* _Task details_
Gather from the material every line that contains the string "sloge".

------------------------------------

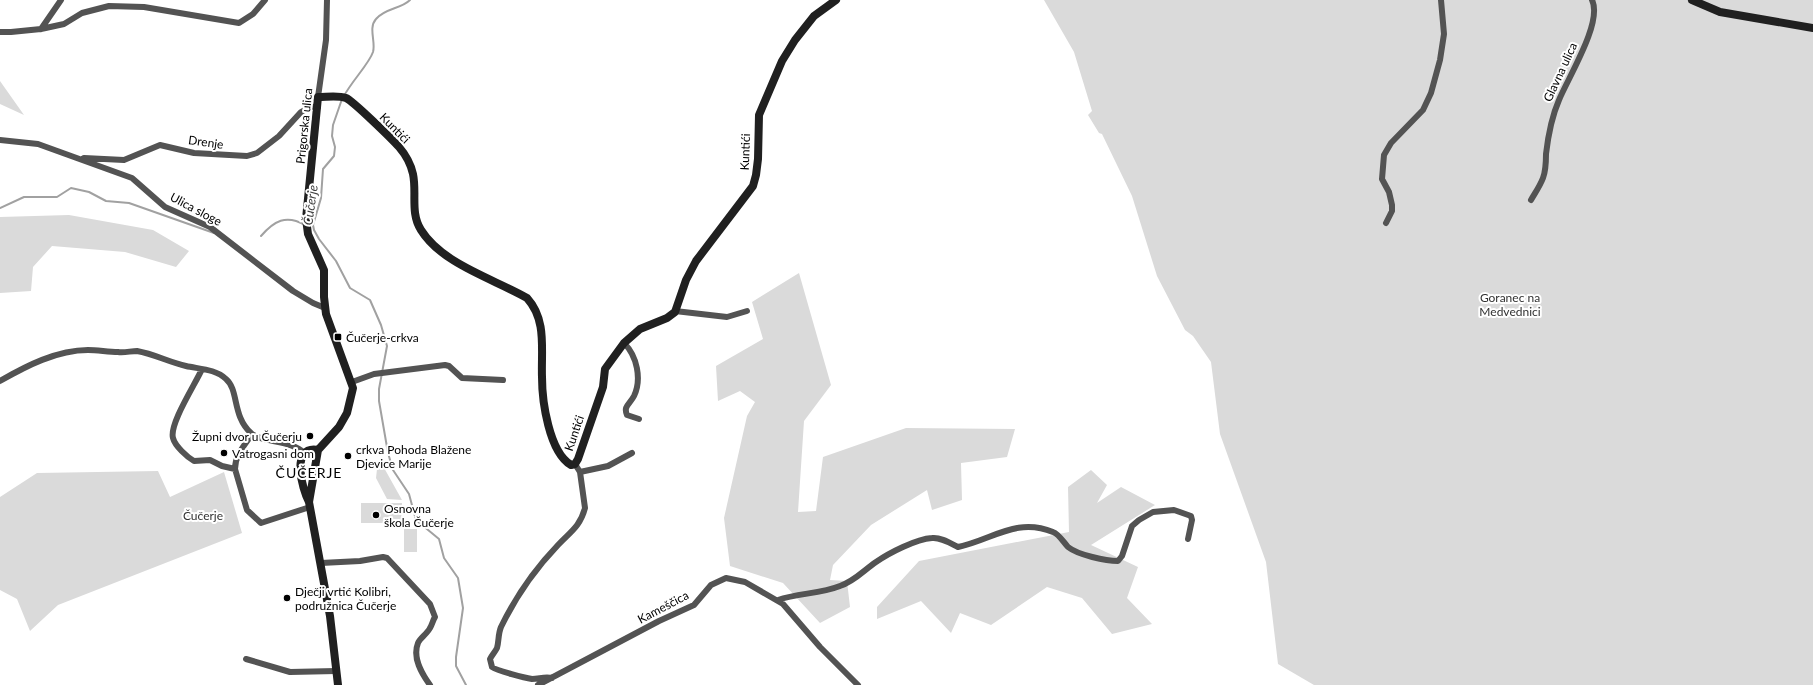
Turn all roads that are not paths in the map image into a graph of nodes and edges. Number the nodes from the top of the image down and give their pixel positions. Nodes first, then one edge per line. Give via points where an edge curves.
1 (61, 0) edge
2 (265, 0) edge
3 (327, 0) edge
4 (836, 0) edge
5 (1441, 0) edge
6 (1592, 0) edge
7 (1692, 0) edge
8 (1813, 28) edge
9 (41, 29) junction
10 (0, 32) edge
11 (318, 97) junction
12 (318, 106) junction
13 (0, 140) edge
14 (77, 158) junction
15 (1531, 200) dead end
16 (1386, 223) dead end
17 (325, 308) junction
18 (676, 311) junction
19 (747, 311) dead end
20 (624, 343) junction
21 (202, 369) junction
22 (503, 380) dead end
23 (0, 381) edge
24 (352, 382) junction
25 (639, 419) dead end
26 (252, 434) junction
27 (318, 450) junction
28 (304, 453) junction
29 (632, 453) dead end
30 (575, 464) junction
31 (235, 469) junction
32 (580, 472) junction
33 (309, 504) junction
34 (1188, 539) dead end
35 (321, 563) junction
36 (778, 600) junction
37 (246, 659) dead end
38 (336, 671) junction
39 (552, 678) junction
40 (338, 685) edge
41 (430, 685) edge
42 (538, 685) edge
43 (858, 685) edge

1 - 9 street
2 - 9 street via 253,14 239,23 144,7 109,6 82,13 64,24
3 - 11 street, Prigorska ulica via 326,40
4 - 18 street, Kuntići via 814,16 782,61 759,114 758,158 753,186 696,261 686,280
5 - 16 street via 1444,34 1431,93 1423,110 1391,143 1384,155 1382,179 1392,205
6 - 15 street, Glavna ulica via 1594,4 1587,41 1554,113 1546,153 1546,169
7 - 8 street via 1720,12
9 - 10 street
11 - 12 street, Prigorska ulica
11 - 30 street, Kuntići via 343,98 399,147 413,174 414,207 421,230 434,245 451,258 527,298 535,306 542,330 542,379 552,437 566,462
12 - 14 street, Drenje via 301,112 279,136 257,153 247,156 194,153 160,145 124,160
12 - 17 street, Prigorska ulica via 306,221 307,231 324,270
13 - 14 street, Ulica sloge via 38,144
14 - 17 street, Ulica sloge via 132,178 165,207 210,227 293,291
17 - 24 street, Prigorska ulica
18 - 19 street via 726,317
18 - 20 street, Kuntići via 668,318 640,330
20 - 25 street via 634,354 638,375 635,394 626,405 625,411 627,415
20 - 30 street, Kuntići via 606,369 603,387
21 - 23 street via 135,351 77,350 34,362
21 - 26 street via 215,372 230,383 241,421
21 - 31 street via 183,404 173,434 174,440 194,461 210,460
22 - 24 street via 462,378 446,365 378,373
24 - 27 street, Prigorska ulica via 352,396 347,413 339,427
26 - 28 street via 296,446
26 - 31 street via 236,457
27 - 28 street via 310,449
27 - 33 street
28 - 33 street via 301,462 302,478
29 - 32 street via 608,466
30 - 32 street, Kameščica
31 - 33 street via 247,510 261,523
32 - 39 street, Kameščica via 585,508 581,520 529,578 506,617 500,630 497,648 490,658 492,667 498,671 522,678
33 - 35 street
34 - 36 street via 1191,516 1174,510 1153,512 1132,526 1118,561 1080,553 1070,548 1055,532 1039,528 1008,529 958,547 941,538 932,538 917,541 876,562 842,586
35 - 38 street
35 - 41 street via 387,558 430,604 435,617 417,650 421,672
36 - 39 street, Kameščica via 744,582 726,578 711,585 694,605
36 - 43 street, Kameščica
37 - 38 street via 290,672
38 - 40 street
39 - 42 street, Kameščica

------------------------------------

* _Completed exercise_
13 - 14 street, Ulica sloge via 38,144
14 - 17 street, Ulica sloge via 132,178 165,207 210,227 293,291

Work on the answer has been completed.